The effect of age was analyzed in the 163 patients receiving GIAPREZA in ATHOS-3. There were no significant differences in pharmacokinetics between age groups (<65 years / ≥65 years).

Male and Female Patients

The effect of sex was analyzed in the 163 patients receiving GIAPREZA in ATHOS-3. There were no significant differences in pharmacokinetics between male and female patients.

13. Nonclinical Toxicology

13.3. Safety Pharmacology

In a cardiovascular safety pharmacology study in normotensive dogs, GIAPREZA doses of 150, 450, and 1,800 ng/kg (5, 15, and 60 ng/kg/min) were infused intravenously for 30 minutes each. At ≥450 ng/kg, GIAPREZA caused significantly elevated MAP and systemic vascular resistance, as expected. The 1,800 ng/kg dose also caused increased heart rate, increased systemic vascular resistance, increased left ventricular systolic and end-diastolic pressures, and PR interval prolongation. GIAPREZA did not significantly alter respiratory rate or cause electrocardiographic changes in QRS duration or QTc.

13.1. Carcinogenesis, Mutagenesis, Impairment of Fertility

No genetic toxicity studies have been conducted with GIAPREZA. No carcinogenicity or fertility studies with GIAPREZA have been conducted in animals.

13.2. Animal Toxicology and/or Pharmacology

No animal toxicology studies were conducted with GIAPREZA.

14. Clinical Studies

14.1. ATHOS-3

The Angiotensin II for the Treatment of High-Output Shock (ATHOS-3) trial was a double-blind study in which 321 adults with septic or other distributive shock who remained hypotensive despite fluid and vasopressor therapy were randomized 1:1 and treated with either GIAPREZA or placebo, both in addition to background vasopressor therapy. Doses of GIAPREZA or placebo were titrated to a target MAP of ≥75 mmHg during the first 3 hours of treatment while doses of other vasopressors were maintained. From Hour 3 to Hour 48, GIAPREZA or placebo were titrated to maintain MAP between 65 and 70 mmHg while reducing doses of other vasopressors. The primary endpoint was the percentage of subjects who achieved either a MAP ≥75 mmHg or a ≥10 mmHg increase in MAP without an increase in baseline vasopressor therapy at 3 hours.
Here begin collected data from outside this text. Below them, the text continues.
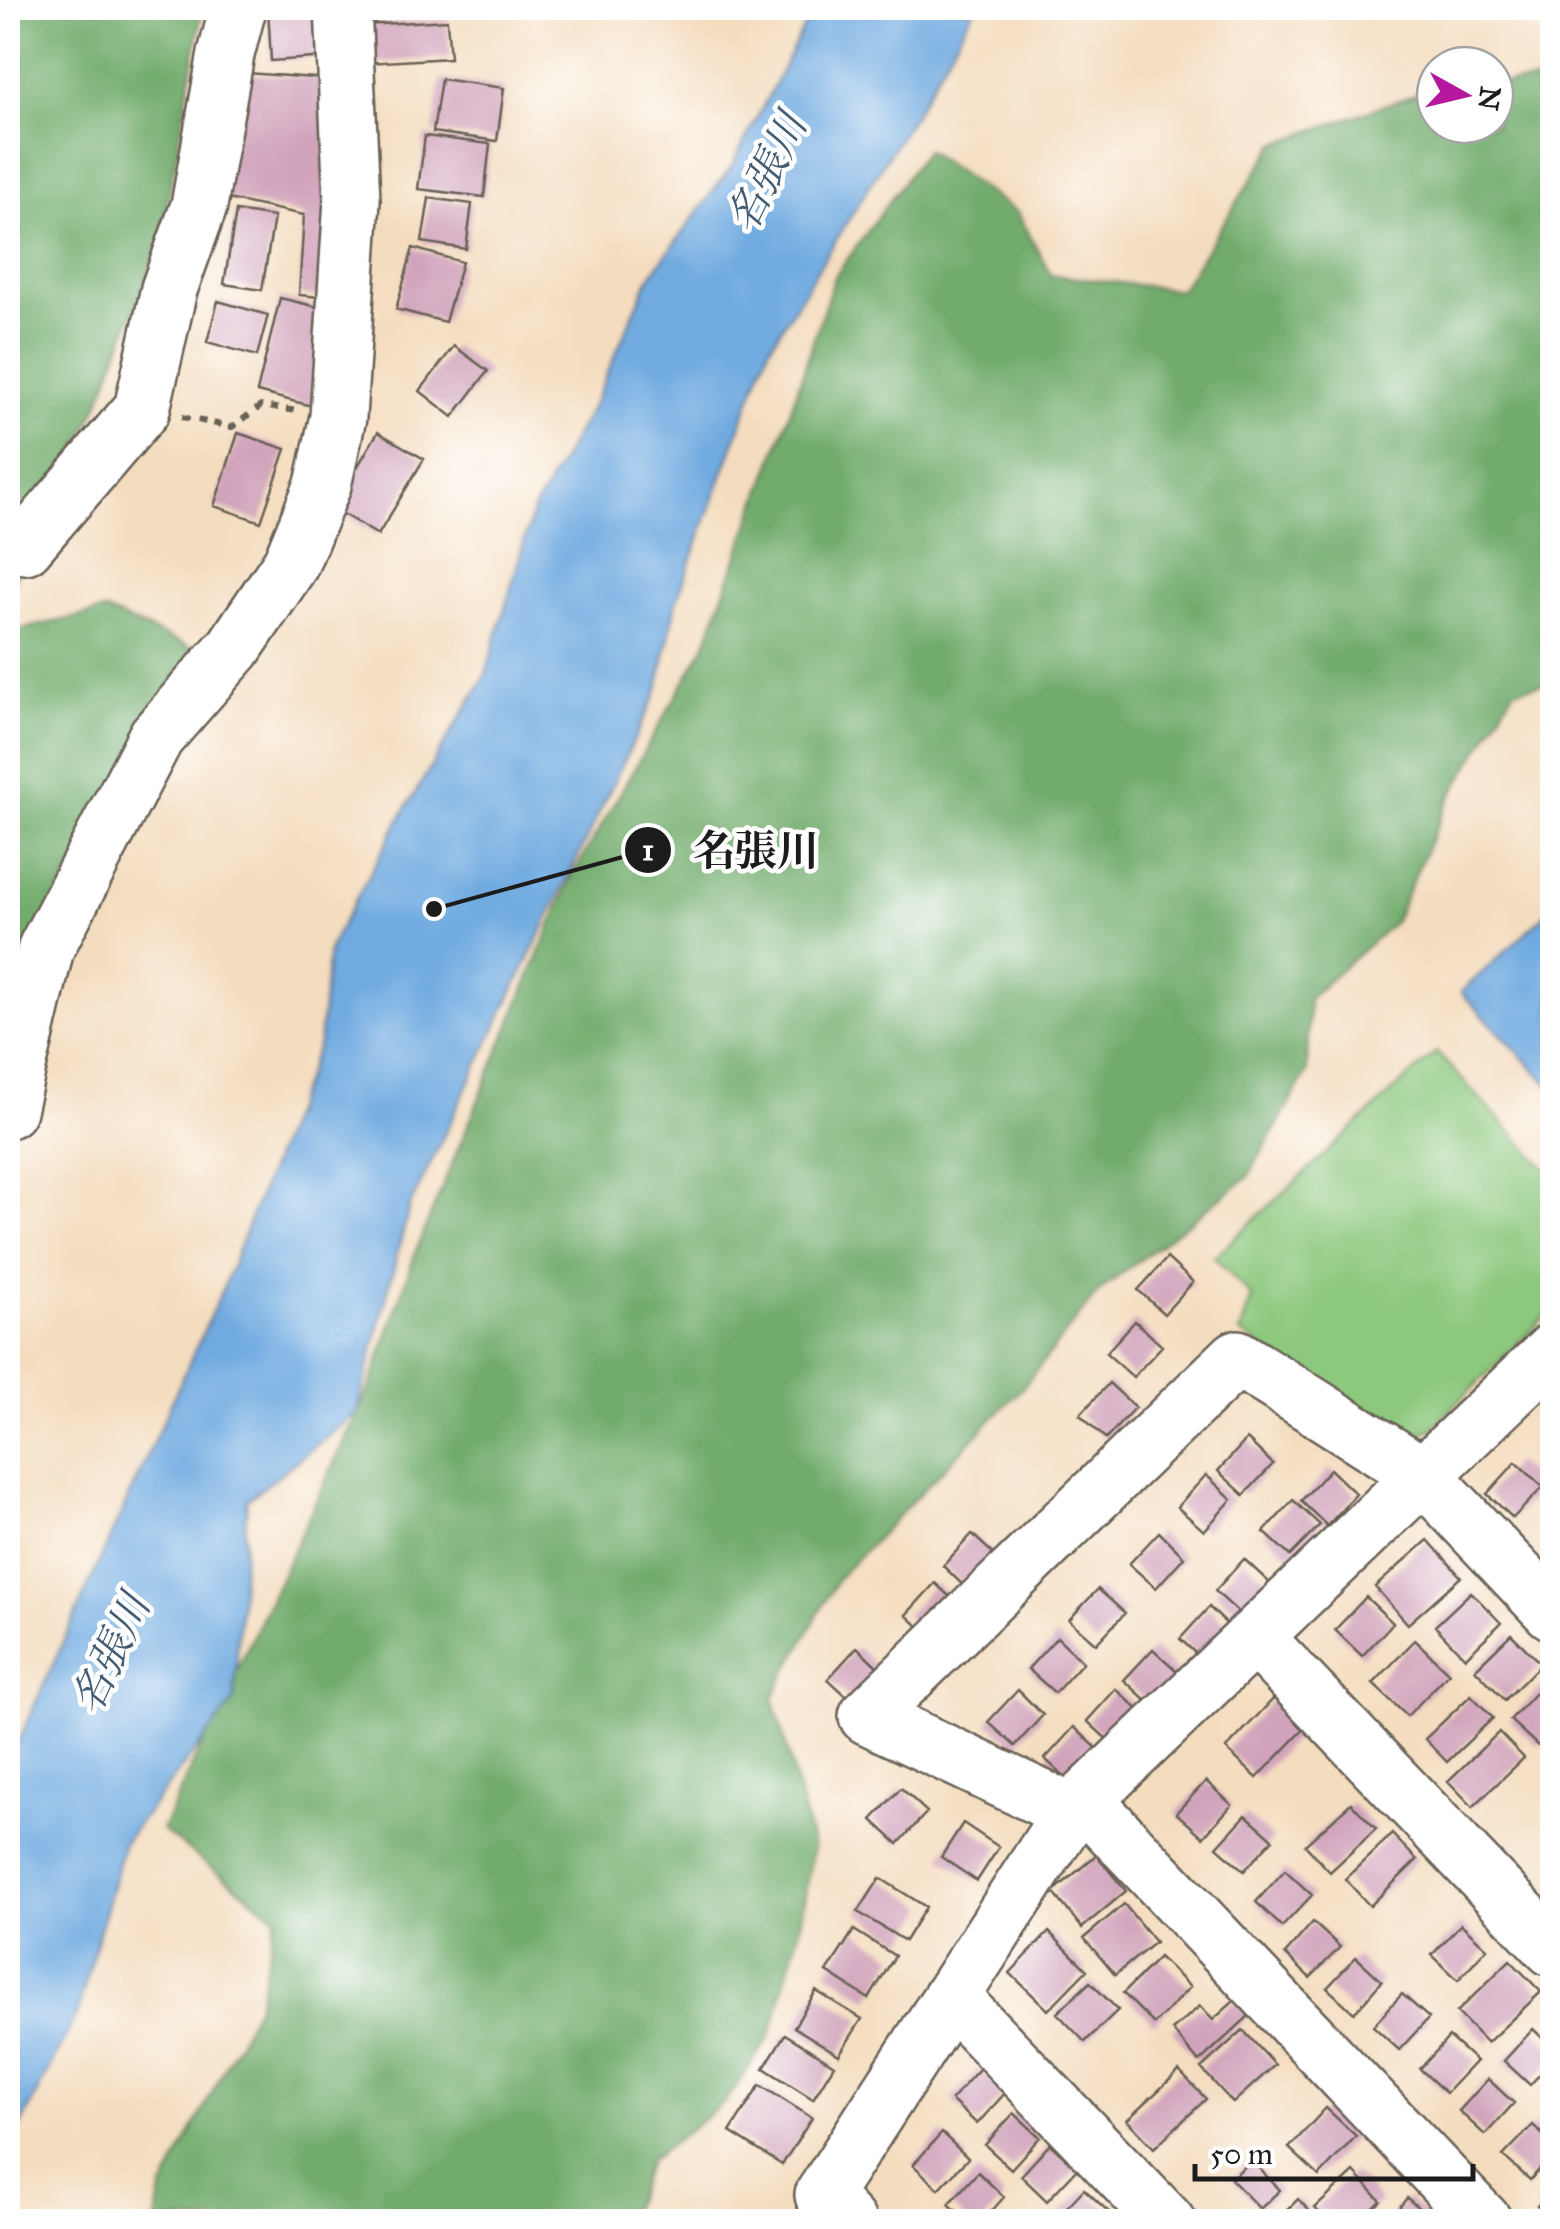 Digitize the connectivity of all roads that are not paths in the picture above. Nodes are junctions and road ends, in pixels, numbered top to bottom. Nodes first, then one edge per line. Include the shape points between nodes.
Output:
1 (238, 8) edge
2 (343, 8) edge
3 (25, 546) dead end
4 (8, 1110) edge
5 (1544, 1378) edge
6 (1424, 1476) junction
7 (1552, 1612) edge
8 (1254, 1637) junction
9 (1077, 1806) junction
10 (1552, 1948) edge
11 (951, 1997) junction
12 (848, 2222) edge
13 (1167, 2222) edge
14 (1484, 2222) edge

1 - 3 street via 198,206 169,289 142,409
2 - 4 street via 352,200 338,417 323,485 291,564 234,648 156,738 46,948
5 - 6 street
6 - 7 street
6 - 8 street
6 - 9 street via 1237,1358 866,1716
8 - 9 street
8 - 10 street
9 - 11 street
9 - 14 street
11 - 12 street via 823,2195
11 - 13 street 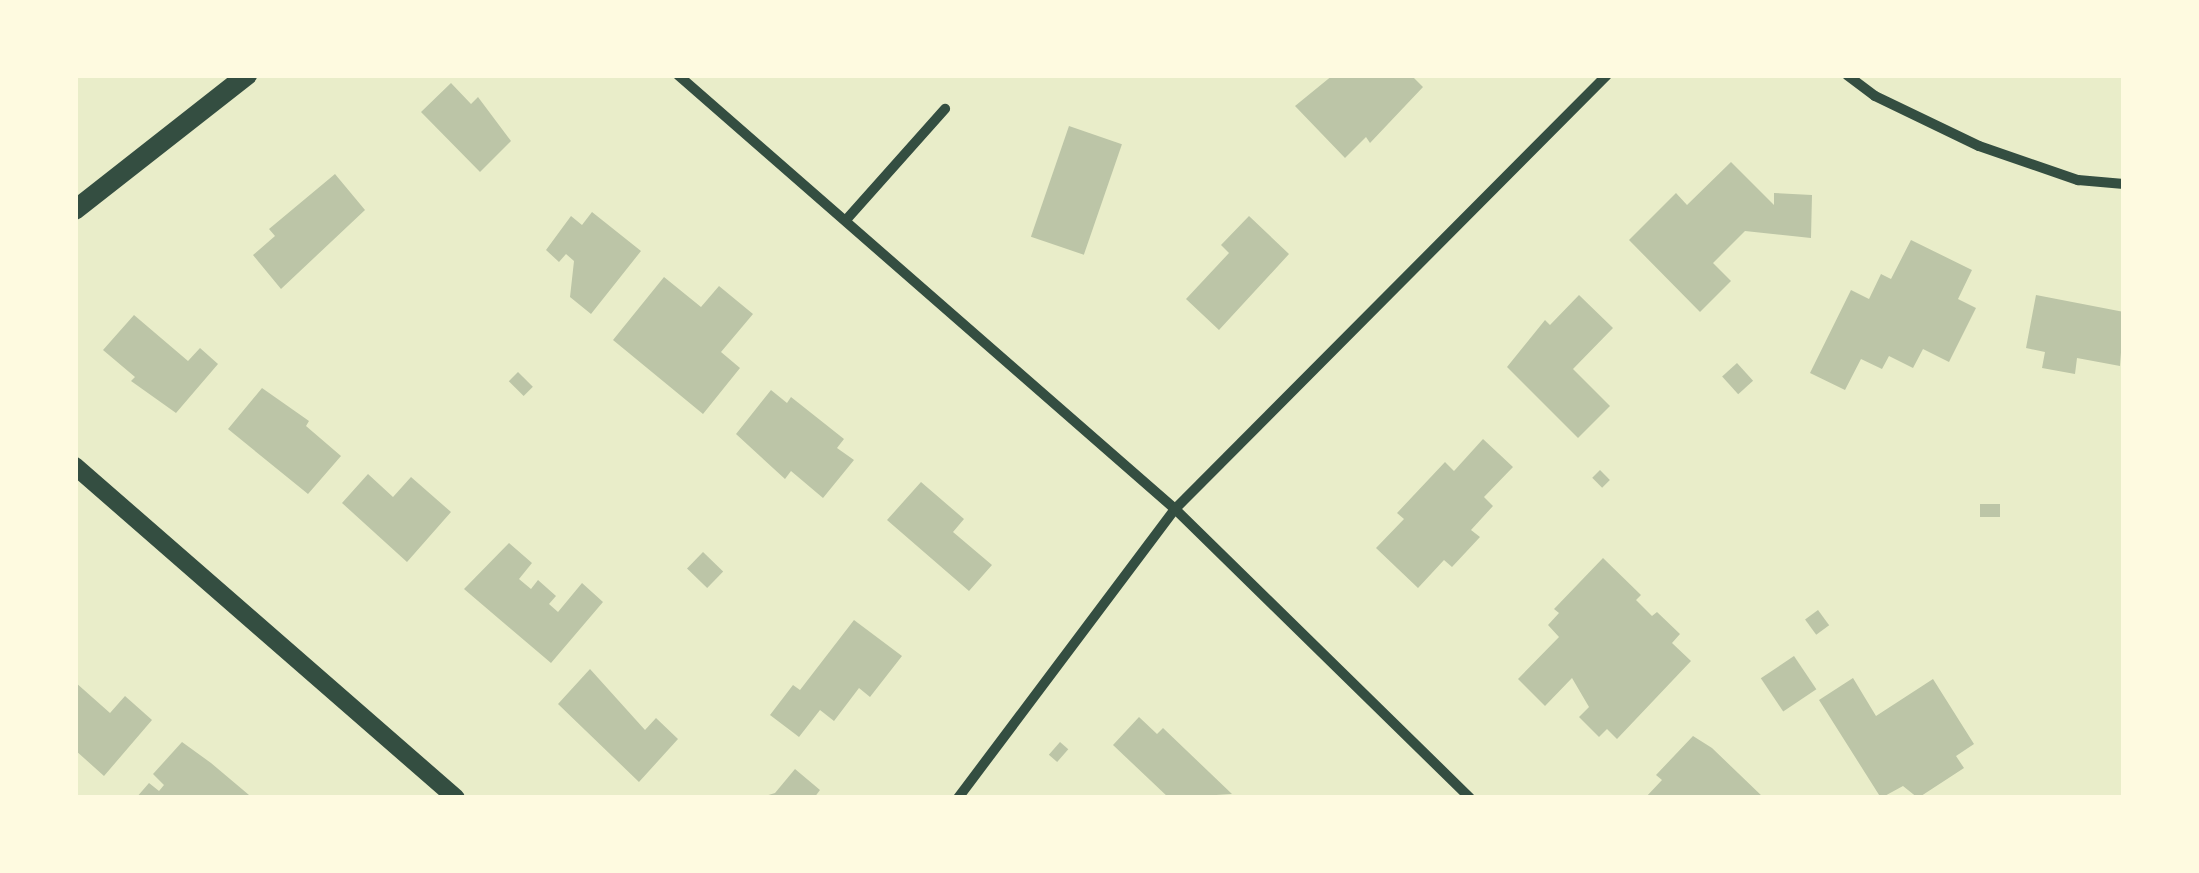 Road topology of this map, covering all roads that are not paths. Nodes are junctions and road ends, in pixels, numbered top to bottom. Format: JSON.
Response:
{"nodes":[{"id":1,"x":248,"y":75,"type":"edge"},
{"id":2,"x":678,"y":75,"type":"edge"},
{"id":3,"x":1607,"y":75,"type":"edge"},
{"id":4,"x":1847,"y":75,"type":"edge"},
{"id":5,"x":945,"y":109,"type":"dead end"},
{"id":6,"x":2124,"y":184,"type":"edge"},
{"id":7,"x":75,"y":210,"type":"edge"},
{"id":8,"x":846,"y":220,"type":"junction"},
{"id":9,"x":75,"y":466,"type":"edge"},
{"id":10,"x":1174,"y":508,"type":"junction"},
{"id":11,"x":456,"y":798,"type":"edge"},
{"id":12,"x":958,"y":798,"type":"edge"},
{"id":13,"x":1470,"y":798,"type":"edge"}],
"edges":[{"from":1,"to":7,"type":"main road"},
{"from":2,"to":8,"type":"street"},
{"from":3,"to":10,"type":"street"},
{"from":4,"to":6,"type":"street"},
{"from":5,"to":8,"type":"street"},
{"from":8,"to":10,"type":"street"},
{"from":9,"to":11,"type":"street"},
{"from":10,"to":12,"type":"street"},
{"from":10,"to":13,"type":"street"}]}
91% of subjects had septic shock; the remaining subjects had other forms of distributive shock such as neurogenic shock. At the time of study drug administration, 97% of subjects were receiving norepinephrine, 67% vasopressin, 15% phenylephrine, 13% epinephrine, and 2% dopamine. 83% of subjects had received two or more vasopressors and 47% three or more vasopressors prior to study drug administration. 61% of subjects were male, 80% were White, 10% were Black, and 10% were other races. The median age of subjects was 64 years (range: 22-89 years). Patients requiring high doses of steroids, patients with a history of asthma or bronchospasm, and patients with Raynaud’s syndrome were not included.

The primary endpoint was achieved by 70% of patients randomized to GIAPREZA compared to 23% of placebo subjects; p <0.0001 (a treatment effect of 47%). Figure 1 shows the results in all patients and in selected subgroups.

Figure 1: ATHOS-3: Primary Endpoint – Overall Result and Results in Selected Subgroups

NE Equiv = norepinephrine equivalent dose: the sum of all vasopressors doses with each vasopressor dose converted to the clinically equivalent norepinephrine dose

Note: The figure above presents effects in various subgroups, all of which are baseline characteristics. The 95% confidence limits that are shown do not take into account the number of comparisons made and may not reflect the effect of a particular factor after adjustment for all other factors. Apparent homogeneity or heterogeneity among groups should not be over-interpreted.

In the GIAPREZA-treated group, the median time to reach the target MAP endpoint was 5 minutes. The effect on MAP was sustained for at least the first three hours of treatment. The median dose of GIAPREZA was 10 ng/kg/min at 30 minutes. Of the 114 responders at Hour 3, only 2 (1.8%) received more than 80 ng/kg/min.

Patients were not necessarily on maximum doses of other vasopressors at the time of randomization. The effect of GIAPREZA when added to maximum doses of other vasopressors is unknown.

Mortality through Day 28 was 46% on GIAPREZA and 54% on placebo (hazard ratio 0.78; 95% confidence interval 0.57-1.07).